--- Problem statement ---
Give the data below again exactly as written, but without the pictures.

--- Source information ---

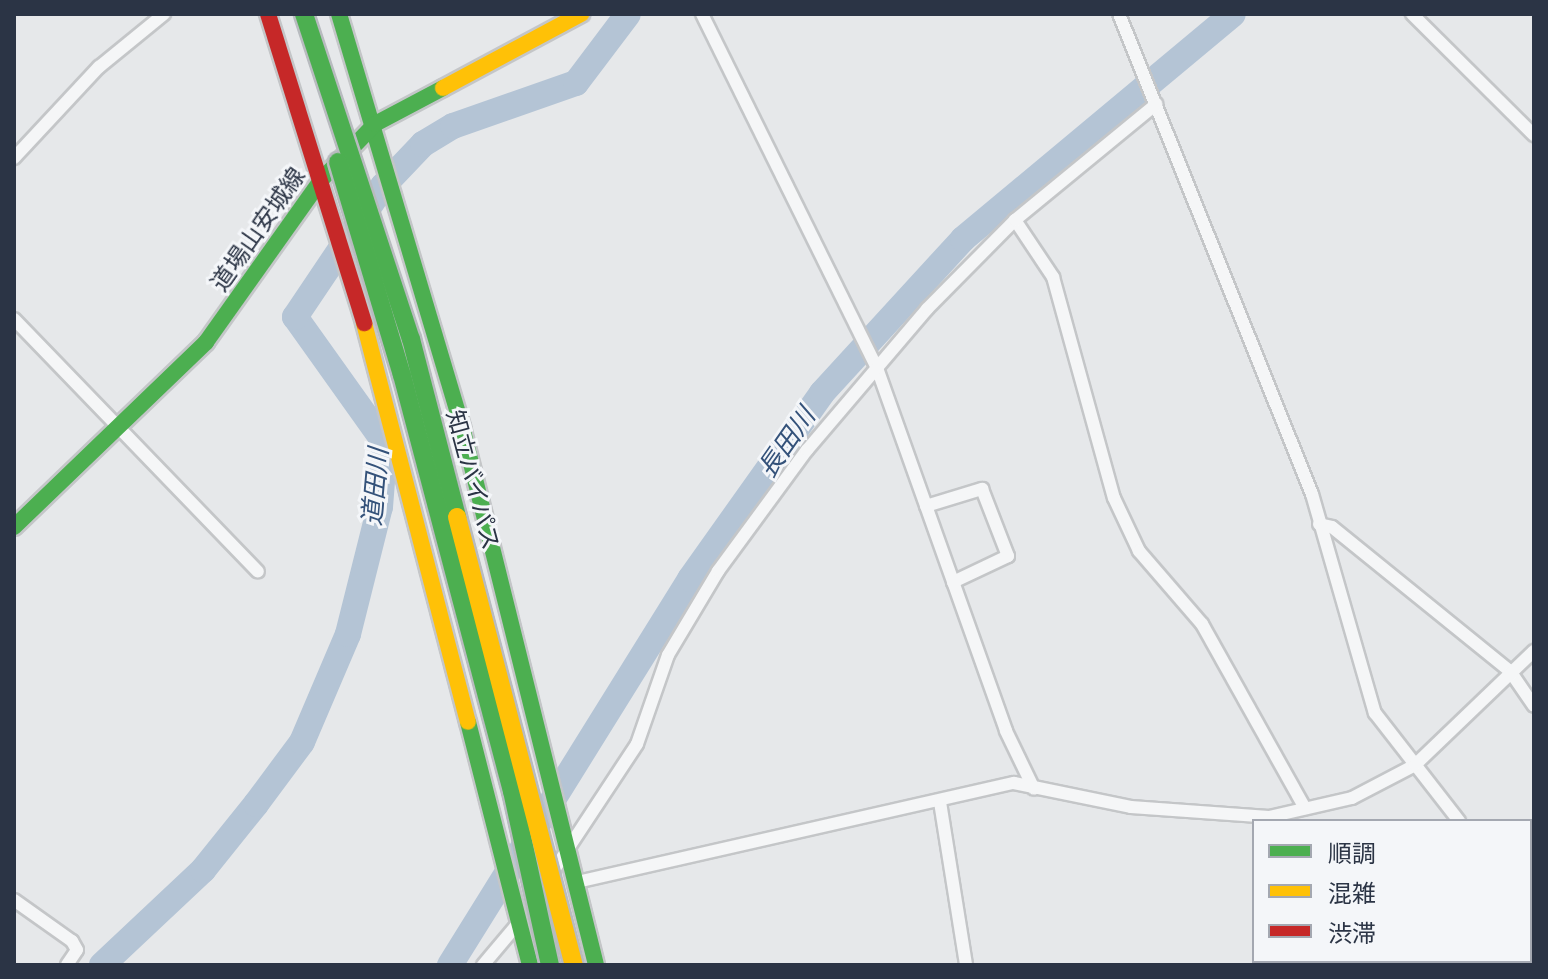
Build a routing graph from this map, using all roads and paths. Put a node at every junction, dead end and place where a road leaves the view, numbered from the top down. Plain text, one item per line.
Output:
1 (164, 14) edge
2 (268, 14) edge
3 (290, 14) edge
4 (304, 14) edge
5 (339, 14) edge
6 (581, 14) edge
7 (702, 14) edge
8 (1119, 14) edge
9 (1412, 14) edge
10 (1156, 104) junction
11 (375, 124) junction
12 (1534, 135) edge
13 (14, 158) edge
14 (321, 180) junction
15 (1015, 220) junction
16 (14, 319) edge
17 (877, 368) junction
18 (120, 425) junction
19 (926, 506) junction
20 (1319, 524) junction
21 (14, 527) edge
22 (258, 572) dead end
23 (953, 582) junction
24 (1534, 651) edge
25 (1510, 671) junction
26 (1534, 706) edge
27 (1415, 765) junction
28 (1034, 789) junction
29 (940, 802) junction
30 (1305, 808) junction
31 (1270, 819) edge
32 (1457, 819) edge
33 (569, 846) junction
34 (577, 882) junction
35 (14, 900) edge
36 (519, 916) junction
37 (67, 965) edge
38 (483, 965) edge
39 (530, 965) edge
40 (550, 965) edge
41 (574, 965) edge
42 (596, 965) edge
43 (966, 965) edge

1 - 13 street
2 - 14 main road
3 - 40 main road, 知立バイパス, bridge
4 - 41 main road, 知立バイパス, bridge
5 - 11 main road
6 - 11 main road, 道場山安城線
7 - 17 street
8 - 10 street
9 - 12 street
10 - 15 street
10 - 20 street
11 - 14 main road, 道場山安城線
11 - 33 main road
14 - 18 main road, 道場山安城線
14 - 36 main road
15 - 17 street
15 - 30 street
16 - 18 street
17 - 19 street
17 - 33 street
18 - 21 main road, 道場山安城線
18 - 22 street
19 - 23 street
19 - 23 street
20 - 25 street
20 - 27 street
23 - 28 street
24 - 25 street
25 - 26 street
25 - 27 street
27 - 30 street
27 - 32 street
28 - 29 street
28 - 31 street
29 - 34 street
29 - 43 street
30 - 31 street
33 - 34 main road
33 - 36 street
34 - 42 main road
35 - 37 street
36 - 38 street
36 - 39 main road

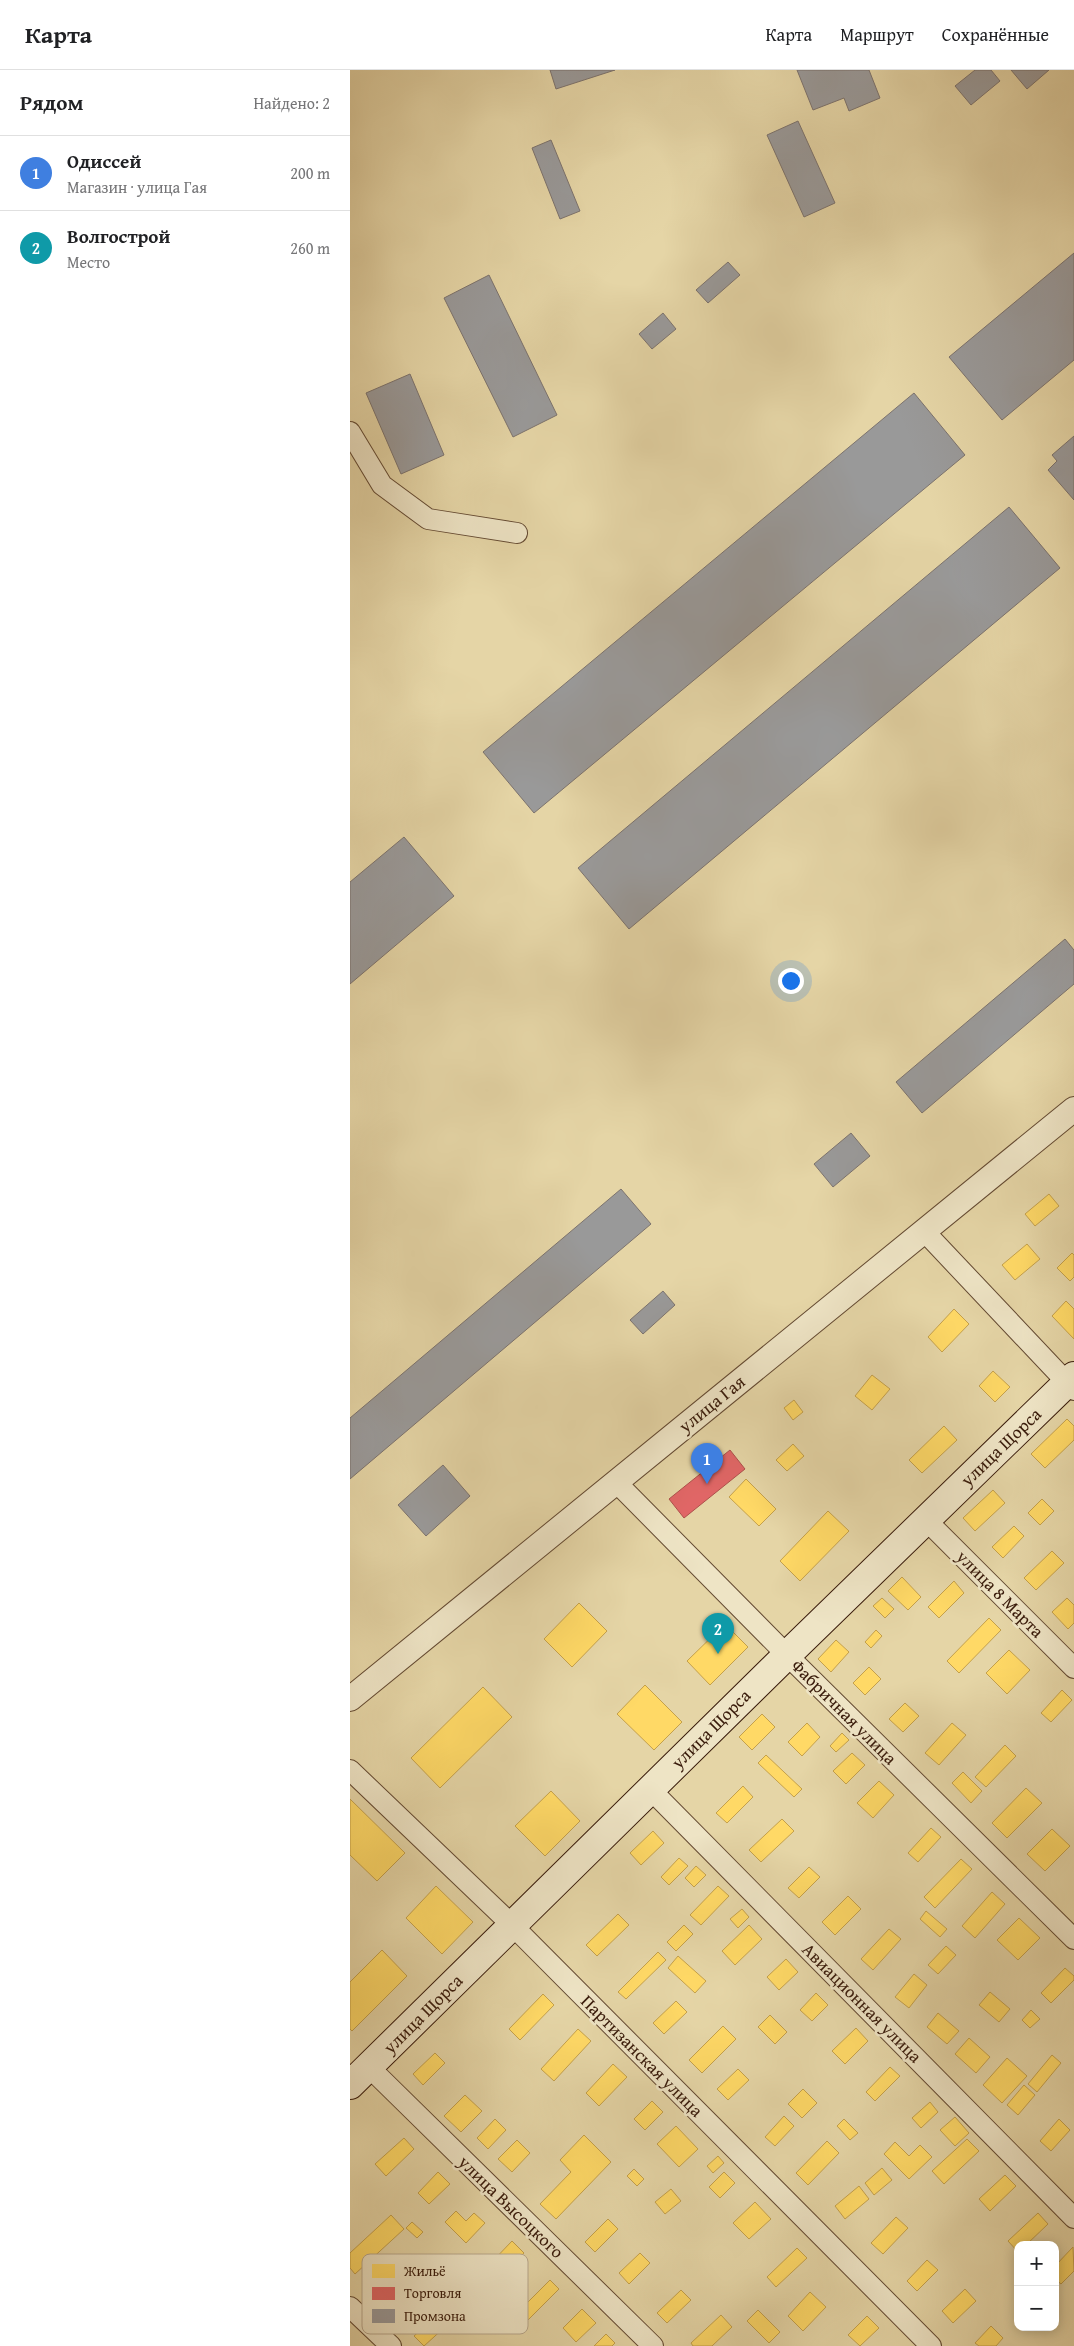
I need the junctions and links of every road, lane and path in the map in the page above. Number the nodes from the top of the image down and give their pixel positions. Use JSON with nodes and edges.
{"nodes":[{"id":1,"x":350,"y":432,"type":"edge"},
{"id":2,"x":517,"y":533,"type":"dead end"},
{"id":3,"x":1074,"y":1109,"type":"edge"},
{"id":4,"x":924,"y":1231,"type":"junction"},
{"id":5,"x":1072,"y":1383,"type":"edge"},
{"id":6,"x":616,"y":1482,"type":"junction"},
{"id":7,"x":926,"y":1520,"type":"junction"},
{"id":8,"x":786,"y":1655,"type":"junction"},
{"id":9,"x":1074,"y":1668,"type":"edge"},
{"id":10,"x":350,"y":1699,"type":"edge"},
{"id":11,"x":350,"y":1770,"type":"edge"},
{"id":12,"x":650,"y":1789,"type":"junction"},
{"id":13,"x":512,"y":1925,"type":"junction"},
{"id":14,"x":1074,"y":1939,"type":"edge"},
{"id":15,"x":359,"y":2076,"type":"edge"},
{"id":16,"x":1074,"y":2218,"type":"edge"},
{"id":17,"x":350,"y":2307,"type":"edge"},
{"id":18,"x":362,"y":2318,"type":"edge"},
{"id":19,"x":378,"y":2334,"type":"edge"},
{"id":20,"x":391,"y":2346,"type":"edge"},
{"id":21,"x":653,"y":2346,"type":"edge"},
{"id":22,"x":931,"y":2346,"type":"edge"}],
"edges":[{"from":1,"to":2,"type":"street"},
{"from":3,"to":4,"type":"street","name":"улица Гая"},
{"from":4,"to":5,"type":"street"},
{"from":4,"to":6,"type":"street","name":"улица Гая"},
{"from":5,"to":7,"type":"main road","name":"улица Щорса"},
{"from":6,"to":8,"type":"street","name":"Фабричная улица"},
{"from":6,"to":10,"type":"street","name":"улица Гая"},
{"from":7,"to":8,"type":"main road","name":"улица Щорса"},
{"from":7,"to":9,"type":"street","name":"улица 8 Марта"},
{"from":8,"to":12,"type":"main road","name":"улица Щорса"},
{"from":8,"to":14,"type":"street","name":"Фабричная улица"},
{"from":11,"to":13,"type":"street","name":"Партизанская улица"},
{"from":12,"to":13,"type":"main road","name":"улица Щорса"},
{"from":12,"to":16,"type":"street","name":"Авиационная улица"},
{"from":13,"to":15,"type":"main road","name":"улица Щорса"},
{"from":13,"to":22,"type":"street","name":"Партизанская улица"},
{"from":15,"to":21,"type":"street","name":"улица Высоцкого"},
{"from":17,"to":18,"type":"street"},
{"from":19,"to":20,"type":"street"}]}
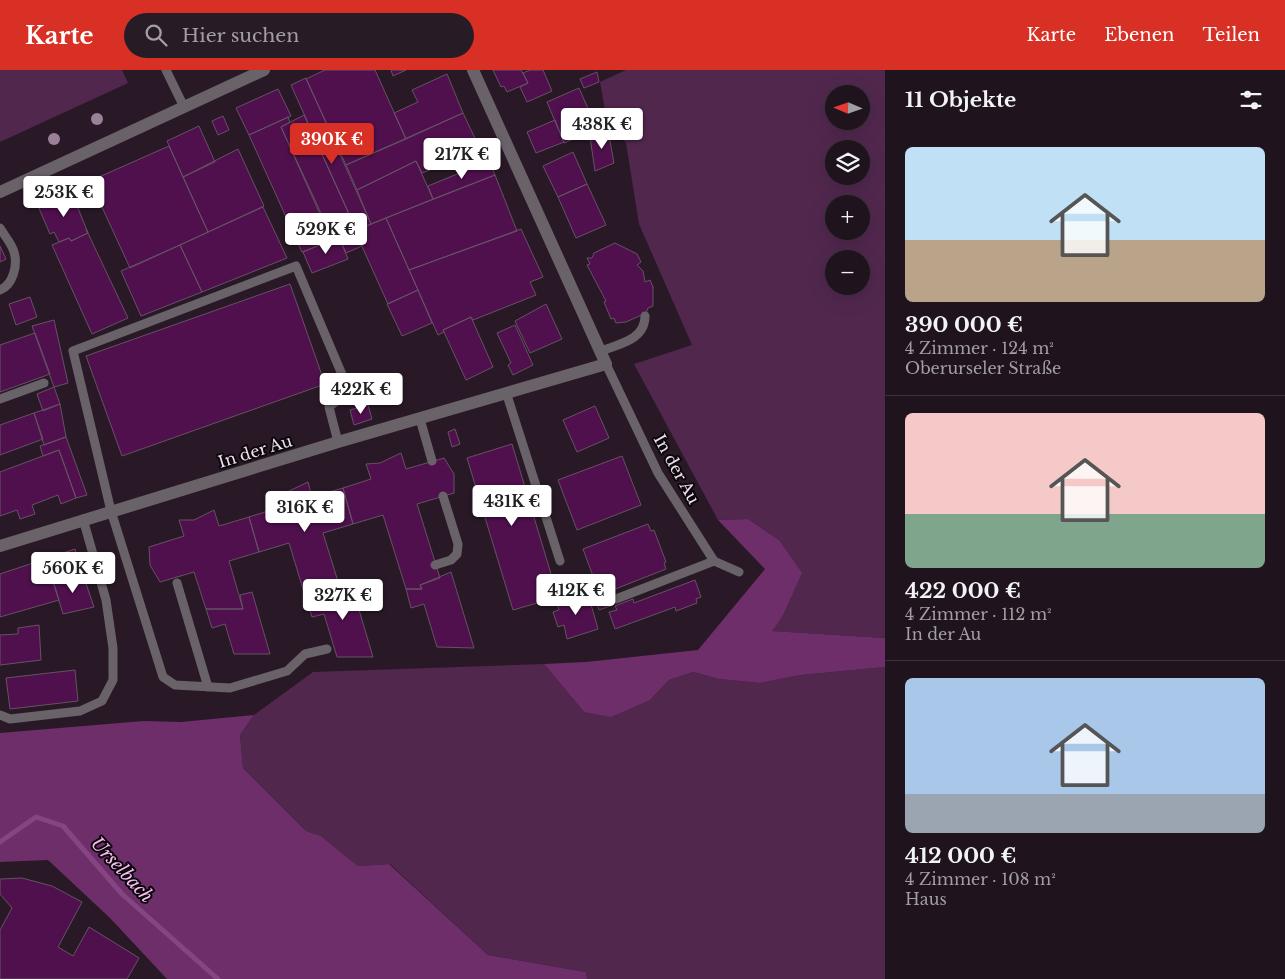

--- Output ---
Build a routing graph from this map, using all roads and paths. Put a node at every junction, dead end and place where a road leaves the view, numbered from the top down. Plain text, one item per line.
Output:
1 (164, 14) edge
2 (268, 14) edge
3 (290, 14) edge
4 (304, 14) edge
5 (339, 14) edge
6 (581, 14) edge
7 (702, 14) edge
8 (1119, 14) edge
9 (1412, 14) edge
10 (1156, 104) junction
11 (375, 124) junction
12 (1534, 135) edge
13 (14, 158) edge
14 (321, 180) junction
15 (1015, 220) junction
16 (14, 319) edge
17 (877, 368) junction
18 (120, 425) junction
19 (926, 506) junction
20 (1319, 524) junction
21 (14, 527) edge
22 (258, 572) dead end
23 (953, 582) junction
24 (1534, 651) edge
25 (1510, 671) junction
26 (1534, 706) edge
27 (1415, 765) junction
28 (1034, 789) junction
29 (940, 802) junction
30 (1305, 808) junction
31 (1270, 819) edge
32 (1457, 819) edge
33 (569, 846) junction
34 (577, 882) junction
35 (14, 900) edge
36 (519, 916) junction
37 (67, 965) edge
38 (483, 965) edge
39 (530, 965) edge
40 (550, 965) edge
41 (574, 965) edge
42 (596, 965) edge
43 (966, 965) edge

1 - 13 street
2 - 14 main road
3 - 40 main road, 知立バイパス, bridge
4 - 41 main road, 知立バイパス, bridge
5 - 11 main road
6 - 11 main road, 道場山安城線
7 - 17 street
8 - 10 street
9 - 12 street
10 - 15 street
10 - 20 street
11 - 14 main road, 道場山安城線
11 - 33 main road
14 - 18 main road, 道場山安城線
14 - 36 main road
15 - 17 street
15 - 30 street
16 - 18 street
17 - 19 street
17 - 33 street
18 - 21 main road, 道場山安城線
18 - 22 street
19 - 23 street
19 - 23 street
20 - 25 street
20 - 27 street
23 - 28 street
24 - 25 street
25 - 26 street
25 - 27 street
27 - 30 street
27 - 32 street
28 - 29 street
28 - 31 street
29 - 34 street
29 - 43 street
30 - 31 street
33 - 34 main road
33 - 36 street
34 - 42 main road
35 - 37 street
36 - 38 street
36 - 39 main road

I need the junctions and links of every road, lane and path in the map in the page above. Number the nodes from the top of the image down and give their pixel positions. Use JSON with nodes and edges.
{"nodes":[{"id":1,"x":350,"y":432,"type":"edge"},
{"id":2,"x":517,"y":533,"type":"dead end"},
{"id":3,"x":1074,"y":1109,"type":"edge"},
{"id":4,"x":924,"y":1231,"type":"junction"},
{"id":5,"x":1072,"y":1383,"type":"edge"},
{"id":6,"x":616,"y":1482,"type":"junction"},
{"id":7,"x":926,"y":1520,"type":"junction"},
{"id":8,"x":786,"y":1655,"type":"junction"},
{"id":9,"x":1074,"y":1668,"type":"edge"},
{"id":10,"x":350,"y":1699,"type":"edge"},
{"id":11,"x":350,"y":1770,"type":"edge"},
{"id":12,"x":650,"y":1789,"type":"junction"},
{"id":13,"x":512,"y":1925,"type":"junction"},
{"id":14,"x":1074,"y":1939,"type":"edge"},
{"id":15,"x":359,"y":2076,"type":"edge"},
{"id":16,"x":1074,"y":2218,"type":"edge"},
{"id":17,"x":350,"y":2307,"type":"edge"},
{"id":18,"x":362,"y":2318,"type":"edge"},
{"id":19,"x":378,"y":2334,"type":"edge"},
{"id":20,"x":391,"y":2346,"type":"edge"},
{"id":21,"x":653,"y":2346,"type":"edge"},
{"id":22,"x":931,"y":2346,"type":"edge"}],
"edges":[{"from":1,"to":2,"type":"street"},
{"from":3,"to":4,"type":"street","name":"улица Гая"},
{"from":4,"to":5,"type":"street"},
{"from":4,"to":6,"type":"street","name":"улица Гая"},
{"from":5,"to":7,"type":"main road","name":"улица Щорса"},
{"from":6,"to":8,"type":"street","name":"Фабричная улица"},
{"from":6,"to":10,"type":"street","name":"улица Гая"},
{"from":7,"to":8,"type":"main road","name":"улица Щорса"},
{"from":7,"to":9,"type":"street","name":"улица 8 Марта"},
{"from":8,"to":12,"type":"main road","name":"улица Щорса"},
{"from":8,"to":14,"type":"street","name":"Фабричная улица"},
{"from":11,"to":13,"type":"street","name":"Партизанская улица"},
{"from":12,"to":13,"type":"main road","name":"улица Щорса"},
{"from":12,"to":16,"type":"street","name":"Авиационная улица"},
{"from":13,"to":15,"type":"main road","name":"улица Щорса"},
{"from":13,"to":22,"type":"street","name":"Партизанская улица"},
{"from":15,"to":21,"type":"street","name":"улица Высоцкого"},
{"from":17,"to":18,"type":"street"},
{"from":19,"to":20,"type":"street"}]}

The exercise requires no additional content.